▶ [Record set]:

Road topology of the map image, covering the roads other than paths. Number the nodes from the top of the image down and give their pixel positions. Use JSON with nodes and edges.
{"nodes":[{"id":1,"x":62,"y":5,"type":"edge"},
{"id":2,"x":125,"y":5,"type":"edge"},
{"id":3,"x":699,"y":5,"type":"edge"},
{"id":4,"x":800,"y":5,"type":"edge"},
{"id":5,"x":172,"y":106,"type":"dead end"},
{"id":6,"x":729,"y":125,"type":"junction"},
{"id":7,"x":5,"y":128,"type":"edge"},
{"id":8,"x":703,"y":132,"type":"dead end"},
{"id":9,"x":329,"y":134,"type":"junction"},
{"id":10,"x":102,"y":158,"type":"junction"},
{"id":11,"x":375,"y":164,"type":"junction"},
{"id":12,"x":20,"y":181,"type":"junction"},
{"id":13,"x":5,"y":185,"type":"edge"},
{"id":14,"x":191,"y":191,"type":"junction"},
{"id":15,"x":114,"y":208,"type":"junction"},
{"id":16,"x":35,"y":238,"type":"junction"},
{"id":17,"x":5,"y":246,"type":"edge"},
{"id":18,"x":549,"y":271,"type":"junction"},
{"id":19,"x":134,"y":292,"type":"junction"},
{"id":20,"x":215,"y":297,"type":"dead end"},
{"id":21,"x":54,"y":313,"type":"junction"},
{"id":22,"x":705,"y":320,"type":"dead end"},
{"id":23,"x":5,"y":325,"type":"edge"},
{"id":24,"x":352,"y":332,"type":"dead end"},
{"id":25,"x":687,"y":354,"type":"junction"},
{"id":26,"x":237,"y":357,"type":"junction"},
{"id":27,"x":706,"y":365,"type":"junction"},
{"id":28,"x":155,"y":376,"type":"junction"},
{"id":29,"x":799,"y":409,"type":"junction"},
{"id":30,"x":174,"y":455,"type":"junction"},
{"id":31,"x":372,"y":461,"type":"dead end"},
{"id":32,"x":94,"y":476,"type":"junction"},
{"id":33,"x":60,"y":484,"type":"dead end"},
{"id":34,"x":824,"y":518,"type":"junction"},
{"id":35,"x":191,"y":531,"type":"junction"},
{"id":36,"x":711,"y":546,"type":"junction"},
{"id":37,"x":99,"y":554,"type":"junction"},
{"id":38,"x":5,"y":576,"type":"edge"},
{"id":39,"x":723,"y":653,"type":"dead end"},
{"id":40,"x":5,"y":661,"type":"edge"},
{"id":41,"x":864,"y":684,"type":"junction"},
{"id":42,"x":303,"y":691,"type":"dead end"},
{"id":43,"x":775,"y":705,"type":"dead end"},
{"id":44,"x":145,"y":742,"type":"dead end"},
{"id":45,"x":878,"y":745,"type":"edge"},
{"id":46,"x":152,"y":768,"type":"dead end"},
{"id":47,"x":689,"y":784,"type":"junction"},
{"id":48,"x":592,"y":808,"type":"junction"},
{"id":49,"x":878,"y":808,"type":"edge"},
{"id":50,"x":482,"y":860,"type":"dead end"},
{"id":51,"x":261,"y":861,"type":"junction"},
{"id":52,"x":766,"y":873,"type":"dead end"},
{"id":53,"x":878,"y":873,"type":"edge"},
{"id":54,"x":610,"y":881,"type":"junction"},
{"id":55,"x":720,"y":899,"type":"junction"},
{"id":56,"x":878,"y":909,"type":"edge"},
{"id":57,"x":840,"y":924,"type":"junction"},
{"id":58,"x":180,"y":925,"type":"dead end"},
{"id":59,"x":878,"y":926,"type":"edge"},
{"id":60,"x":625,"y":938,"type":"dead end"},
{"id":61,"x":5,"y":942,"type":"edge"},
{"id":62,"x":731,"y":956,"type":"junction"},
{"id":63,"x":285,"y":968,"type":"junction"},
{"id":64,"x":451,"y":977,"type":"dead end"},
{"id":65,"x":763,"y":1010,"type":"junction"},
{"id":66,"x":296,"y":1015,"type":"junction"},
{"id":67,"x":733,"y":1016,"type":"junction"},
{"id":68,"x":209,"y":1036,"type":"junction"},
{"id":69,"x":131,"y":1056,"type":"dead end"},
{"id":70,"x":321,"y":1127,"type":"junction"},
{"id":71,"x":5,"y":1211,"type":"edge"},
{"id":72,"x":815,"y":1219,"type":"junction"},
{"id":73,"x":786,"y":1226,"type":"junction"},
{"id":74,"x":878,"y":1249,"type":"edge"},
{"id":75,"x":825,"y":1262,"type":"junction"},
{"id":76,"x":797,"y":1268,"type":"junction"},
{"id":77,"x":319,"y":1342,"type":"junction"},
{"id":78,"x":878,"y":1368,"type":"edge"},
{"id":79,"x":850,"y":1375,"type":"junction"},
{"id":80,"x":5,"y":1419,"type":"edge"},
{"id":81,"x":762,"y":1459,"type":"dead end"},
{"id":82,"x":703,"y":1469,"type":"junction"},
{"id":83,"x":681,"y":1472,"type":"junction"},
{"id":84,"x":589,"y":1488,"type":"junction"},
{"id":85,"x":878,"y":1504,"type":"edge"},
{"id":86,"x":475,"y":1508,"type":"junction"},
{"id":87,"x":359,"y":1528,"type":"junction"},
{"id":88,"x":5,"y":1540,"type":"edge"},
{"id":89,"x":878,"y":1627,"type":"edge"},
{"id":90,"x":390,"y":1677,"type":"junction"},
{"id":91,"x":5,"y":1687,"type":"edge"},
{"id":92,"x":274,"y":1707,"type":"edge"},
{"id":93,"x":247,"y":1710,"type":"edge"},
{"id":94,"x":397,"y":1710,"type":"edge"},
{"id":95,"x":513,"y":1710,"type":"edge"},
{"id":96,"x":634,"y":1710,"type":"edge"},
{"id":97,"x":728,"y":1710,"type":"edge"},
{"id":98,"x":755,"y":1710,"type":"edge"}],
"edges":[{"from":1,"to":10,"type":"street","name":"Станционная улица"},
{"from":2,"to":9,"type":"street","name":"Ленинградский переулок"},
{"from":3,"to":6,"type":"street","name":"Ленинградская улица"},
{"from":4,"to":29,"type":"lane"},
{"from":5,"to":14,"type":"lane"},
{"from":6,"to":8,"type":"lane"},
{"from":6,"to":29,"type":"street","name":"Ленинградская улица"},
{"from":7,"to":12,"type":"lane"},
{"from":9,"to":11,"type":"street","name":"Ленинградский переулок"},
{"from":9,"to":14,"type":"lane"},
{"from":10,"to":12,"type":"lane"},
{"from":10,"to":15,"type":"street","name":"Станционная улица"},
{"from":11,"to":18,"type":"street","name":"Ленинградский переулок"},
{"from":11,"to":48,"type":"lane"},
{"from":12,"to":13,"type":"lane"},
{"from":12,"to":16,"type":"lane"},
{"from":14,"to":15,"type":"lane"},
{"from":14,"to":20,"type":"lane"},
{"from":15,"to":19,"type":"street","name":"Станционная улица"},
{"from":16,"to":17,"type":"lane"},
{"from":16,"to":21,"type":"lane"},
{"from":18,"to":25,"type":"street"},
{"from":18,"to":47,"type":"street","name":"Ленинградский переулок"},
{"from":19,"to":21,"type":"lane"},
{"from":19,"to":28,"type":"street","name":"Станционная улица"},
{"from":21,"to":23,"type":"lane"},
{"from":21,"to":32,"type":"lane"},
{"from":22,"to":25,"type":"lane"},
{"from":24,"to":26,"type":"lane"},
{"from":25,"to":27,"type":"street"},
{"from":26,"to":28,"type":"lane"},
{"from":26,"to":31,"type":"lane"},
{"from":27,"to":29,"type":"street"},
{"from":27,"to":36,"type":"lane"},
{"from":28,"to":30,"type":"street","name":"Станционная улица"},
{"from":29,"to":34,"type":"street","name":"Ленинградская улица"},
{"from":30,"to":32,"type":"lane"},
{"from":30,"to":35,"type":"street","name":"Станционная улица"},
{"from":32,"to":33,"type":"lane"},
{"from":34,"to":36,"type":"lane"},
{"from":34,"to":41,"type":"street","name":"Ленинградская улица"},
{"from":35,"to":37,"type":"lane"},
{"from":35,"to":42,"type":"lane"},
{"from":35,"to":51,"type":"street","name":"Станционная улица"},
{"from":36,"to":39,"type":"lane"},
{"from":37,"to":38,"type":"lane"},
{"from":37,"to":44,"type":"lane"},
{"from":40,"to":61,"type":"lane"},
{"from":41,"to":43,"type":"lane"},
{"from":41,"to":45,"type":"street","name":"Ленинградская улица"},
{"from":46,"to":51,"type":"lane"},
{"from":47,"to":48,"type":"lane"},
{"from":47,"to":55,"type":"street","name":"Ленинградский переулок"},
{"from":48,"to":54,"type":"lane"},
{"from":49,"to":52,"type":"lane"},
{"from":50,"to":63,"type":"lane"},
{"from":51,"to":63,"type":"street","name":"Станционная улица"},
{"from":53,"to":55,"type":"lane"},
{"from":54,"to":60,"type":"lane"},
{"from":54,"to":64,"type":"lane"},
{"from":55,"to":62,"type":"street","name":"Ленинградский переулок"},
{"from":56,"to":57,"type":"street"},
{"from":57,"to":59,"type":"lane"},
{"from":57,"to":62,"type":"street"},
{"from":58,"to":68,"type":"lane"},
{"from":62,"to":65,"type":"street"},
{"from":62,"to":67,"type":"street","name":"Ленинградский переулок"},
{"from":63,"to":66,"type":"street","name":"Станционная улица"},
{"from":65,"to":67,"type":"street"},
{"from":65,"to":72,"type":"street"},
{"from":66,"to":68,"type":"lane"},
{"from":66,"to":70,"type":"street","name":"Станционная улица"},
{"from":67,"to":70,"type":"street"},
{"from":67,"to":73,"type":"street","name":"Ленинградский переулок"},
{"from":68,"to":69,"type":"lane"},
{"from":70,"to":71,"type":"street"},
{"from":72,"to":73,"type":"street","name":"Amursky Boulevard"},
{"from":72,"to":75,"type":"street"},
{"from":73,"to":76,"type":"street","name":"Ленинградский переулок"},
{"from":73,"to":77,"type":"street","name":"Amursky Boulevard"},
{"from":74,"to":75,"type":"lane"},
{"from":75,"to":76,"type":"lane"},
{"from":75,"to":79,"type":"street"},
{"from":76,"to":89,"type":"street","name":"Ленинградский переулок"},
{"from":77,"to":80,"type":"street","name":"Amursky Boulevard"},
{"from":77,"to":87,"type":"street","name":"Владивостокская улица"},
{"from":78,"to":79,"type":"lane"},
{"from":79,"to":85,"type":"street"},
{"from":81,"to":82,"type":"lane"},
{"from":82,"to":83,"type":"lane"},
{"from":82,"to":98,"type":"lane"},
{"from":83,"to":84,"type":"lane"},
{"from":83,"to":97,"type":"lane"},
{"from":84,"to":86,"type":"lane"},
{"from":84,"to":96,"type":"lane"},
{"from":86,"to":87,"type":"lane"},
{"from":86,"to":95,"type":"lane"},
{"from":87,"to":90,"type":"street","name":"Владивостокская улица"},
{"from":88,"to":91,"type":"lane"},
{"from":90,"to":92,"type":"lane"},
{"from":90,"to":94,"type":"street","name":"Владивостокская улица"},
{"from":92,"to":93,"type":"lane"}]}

▶ [Exercise description]:
If a line in the listing has "Ленинградский" in it, report that line.

▶ [Answer for the task]:
{"from":2,"to":9,"type":"street","name":"Ленинградский переулок"},
{"from":9,"to":11,"type":"street","name":"Ленинградский переулок"},
{"from":11,"to":18,"type":"street","name":"Ленинградский переулок"},
{"from":18,"to":47,"type":"street","name":"Ленинградский переулок"},
{"from":47,"to":55,"type":"street","name":"Ленинградский переулок"},
{"from":55,"to":62,"type":"street","name":"Ленинградский переулок"},
{"from":62,"to":67,"type":"street","name":"Ленинградский переулок"},
{"from":67,"to":73,"type":"street","name":"Ленинградский переулок"},
{"from":73,"to":76,"type":"street","name":"Ленинградский переулок"},
{"from":76,"to":89,"type":"street","name":"Ленинградский переулок"},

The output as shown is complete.